Exercise aim: Within the records, find every line that includes the word "than" and copy it.

Dataset records:
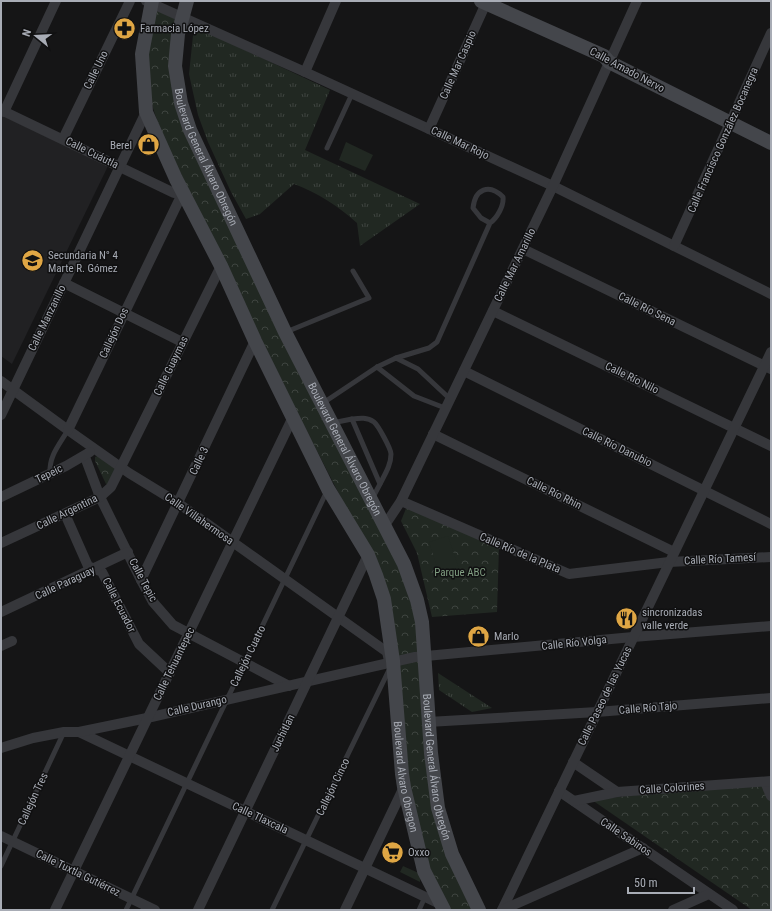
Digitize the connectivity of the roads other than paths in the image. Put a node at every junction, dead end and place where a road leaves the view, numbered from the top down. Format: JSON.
--
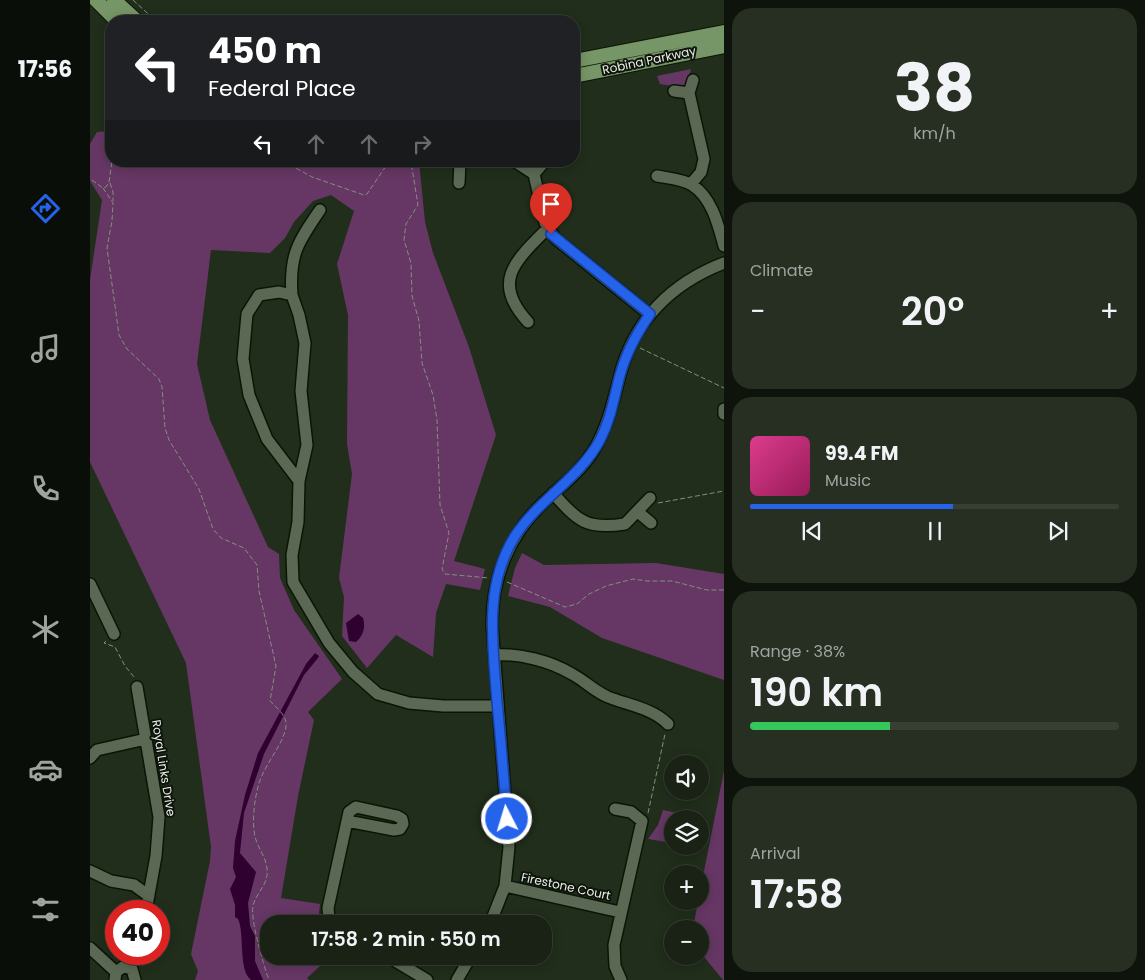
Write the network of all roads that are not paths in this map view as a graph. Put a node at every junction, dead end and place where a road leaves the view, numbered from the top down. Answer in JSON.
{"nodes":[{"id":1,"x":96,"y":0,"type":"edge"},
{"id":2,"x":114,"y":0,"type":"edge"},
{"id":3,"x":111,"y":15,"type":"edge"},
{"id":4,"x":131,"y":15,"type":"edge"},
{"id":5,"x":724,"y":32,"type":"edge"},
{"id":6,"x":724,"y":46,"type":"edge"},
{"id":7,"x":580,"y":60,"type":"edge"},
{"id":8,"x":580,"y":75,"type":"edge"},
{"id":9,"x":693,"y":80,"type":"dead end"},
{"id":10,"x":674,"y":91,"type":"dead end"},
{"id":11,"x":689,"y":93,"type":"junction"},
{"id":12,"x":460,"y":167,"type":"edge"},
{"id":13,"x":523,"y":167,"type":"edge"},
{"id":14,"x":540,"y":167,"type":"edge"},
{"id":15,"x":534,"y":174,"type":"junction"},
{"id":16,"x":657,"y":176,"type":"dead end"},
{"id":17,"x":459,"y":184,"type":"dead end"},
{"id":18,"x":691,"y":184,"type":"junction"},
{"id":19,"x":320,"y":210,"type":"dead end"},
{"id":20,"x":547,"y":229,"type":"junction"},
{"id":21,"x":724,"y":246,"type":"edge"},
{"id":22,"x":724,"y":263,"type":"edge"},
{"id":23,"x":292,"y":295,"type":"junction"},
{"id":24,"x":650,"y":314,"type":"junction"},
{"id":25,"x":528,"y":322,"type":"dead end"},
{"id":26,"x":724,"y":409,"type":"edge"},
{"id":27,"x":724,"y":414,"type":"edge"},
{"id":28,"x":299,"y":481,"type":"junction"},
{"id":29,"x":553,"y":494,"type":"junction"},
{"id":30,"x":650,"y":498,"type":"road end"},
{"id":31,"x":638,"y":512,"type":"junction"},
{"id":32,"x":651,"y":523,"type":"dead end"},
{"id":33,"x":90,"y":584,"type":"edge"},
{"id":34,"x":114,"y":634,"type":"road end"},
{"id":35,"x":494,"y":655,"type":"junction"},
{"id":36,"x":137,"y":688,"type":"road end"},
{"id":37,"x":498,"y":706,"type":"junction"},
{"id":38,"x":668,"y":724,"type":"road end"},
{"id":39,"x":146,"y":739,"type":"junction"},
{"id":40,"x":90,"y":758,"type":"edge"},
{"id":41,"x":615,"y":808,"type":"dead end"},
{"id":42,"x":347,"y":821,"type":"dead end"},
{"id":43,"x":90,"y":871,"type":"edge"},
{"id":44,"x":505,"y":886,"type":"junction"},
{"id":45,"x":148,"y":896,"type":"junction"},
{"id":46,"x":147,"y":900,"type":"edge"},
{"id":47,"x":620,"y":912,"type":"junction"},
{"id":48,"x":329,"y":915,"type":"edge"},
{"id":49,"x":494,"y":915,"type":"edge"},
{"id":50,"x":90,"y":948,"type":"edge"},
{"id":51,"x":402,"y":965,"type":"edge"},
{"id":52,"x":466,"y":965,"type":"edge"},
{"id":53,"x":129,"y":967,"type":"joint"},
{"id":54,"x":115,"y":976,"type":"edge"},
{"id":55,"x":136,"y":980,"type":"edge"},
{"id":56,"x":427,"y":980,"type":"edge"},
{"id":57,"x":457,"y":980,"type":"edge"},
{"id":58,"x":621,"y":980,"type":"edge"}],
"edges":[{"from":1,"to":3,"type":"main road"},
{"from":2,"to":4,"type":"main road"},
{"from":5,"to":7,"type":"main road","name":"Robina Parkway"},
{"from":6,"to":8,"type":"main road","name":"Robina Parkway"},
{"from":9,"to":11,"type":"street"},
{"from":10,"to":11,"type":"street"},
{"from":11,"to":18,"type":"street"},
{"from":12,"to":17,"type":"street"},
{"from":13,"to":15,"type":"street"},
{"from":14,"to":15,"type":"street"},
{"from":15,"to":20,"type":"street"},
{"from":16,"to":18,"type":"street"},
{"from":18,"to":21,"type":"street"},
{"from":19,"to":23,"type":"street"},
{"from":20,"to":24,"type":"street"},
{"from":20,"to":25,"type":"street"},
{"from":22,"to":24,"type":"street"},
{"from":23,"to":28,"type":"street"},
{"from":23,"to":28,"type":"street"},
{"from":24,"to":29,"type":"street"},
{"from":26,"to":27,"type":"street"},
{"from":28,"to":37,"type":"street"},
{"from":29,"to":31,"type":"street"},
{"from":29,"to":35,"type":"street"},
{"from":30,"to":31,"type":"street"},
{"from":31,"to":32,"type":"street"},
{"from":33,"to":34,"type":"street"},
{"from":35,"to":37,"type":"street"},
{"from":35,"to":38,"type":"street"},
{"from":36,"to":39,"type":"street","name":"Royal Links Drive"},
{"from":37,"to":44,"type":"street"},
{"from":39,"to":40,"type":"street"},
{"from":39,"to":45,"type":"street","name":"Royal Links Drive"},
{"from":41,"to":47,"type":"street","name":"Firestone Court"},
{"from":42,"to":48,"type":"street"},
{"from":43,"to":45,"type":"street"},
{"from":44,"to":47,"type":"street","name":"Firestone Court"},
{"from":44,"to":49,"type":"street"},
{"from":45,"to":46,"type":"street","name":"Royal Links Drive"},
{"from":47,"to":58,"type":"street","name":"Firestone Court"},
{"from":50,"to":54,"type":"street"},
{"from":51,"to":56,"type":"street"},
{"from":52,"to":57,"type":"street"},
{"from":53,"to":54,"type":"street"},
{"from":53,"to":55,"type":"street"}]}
==
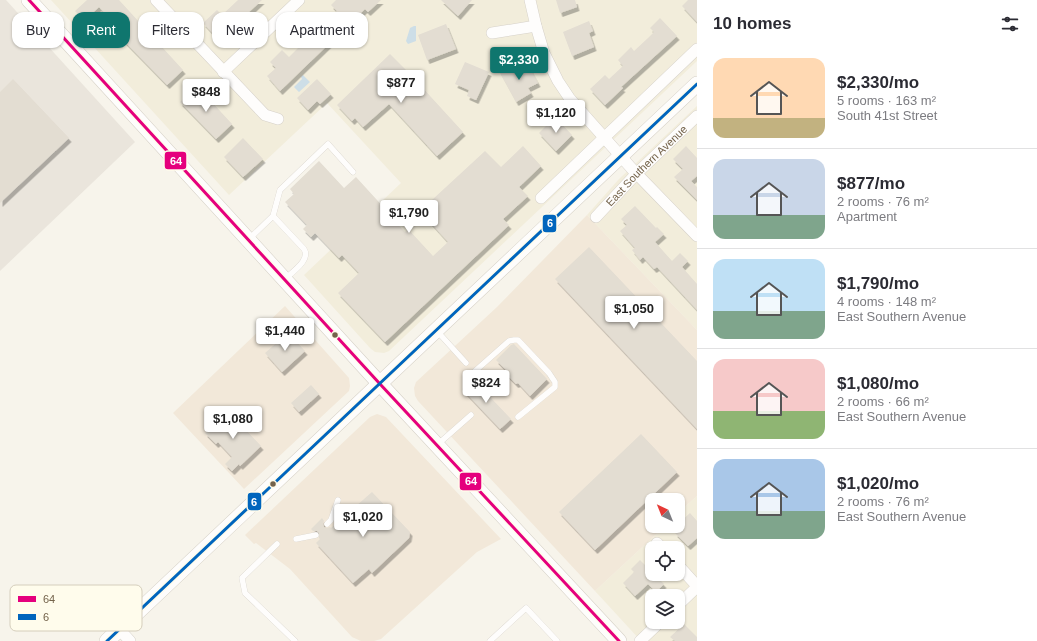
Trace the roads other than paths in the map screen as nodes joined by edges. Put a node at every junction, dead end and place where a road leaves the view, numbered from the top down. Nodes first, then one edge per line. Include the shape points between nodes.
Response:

Expected answer:
Digitize the connectivity of the roads other than paths in the image. Put a node at every junction, dead end and place where a road leaves the view, numbered from the top down. Format: JSON.
Trace the roads other than paths in the map screen as nodes joined by edges. Put a node at every junction, dead end and place where a road leaves the view, numbered from the top down. Nodes first, then one edge per line. Include the shape points between nodes.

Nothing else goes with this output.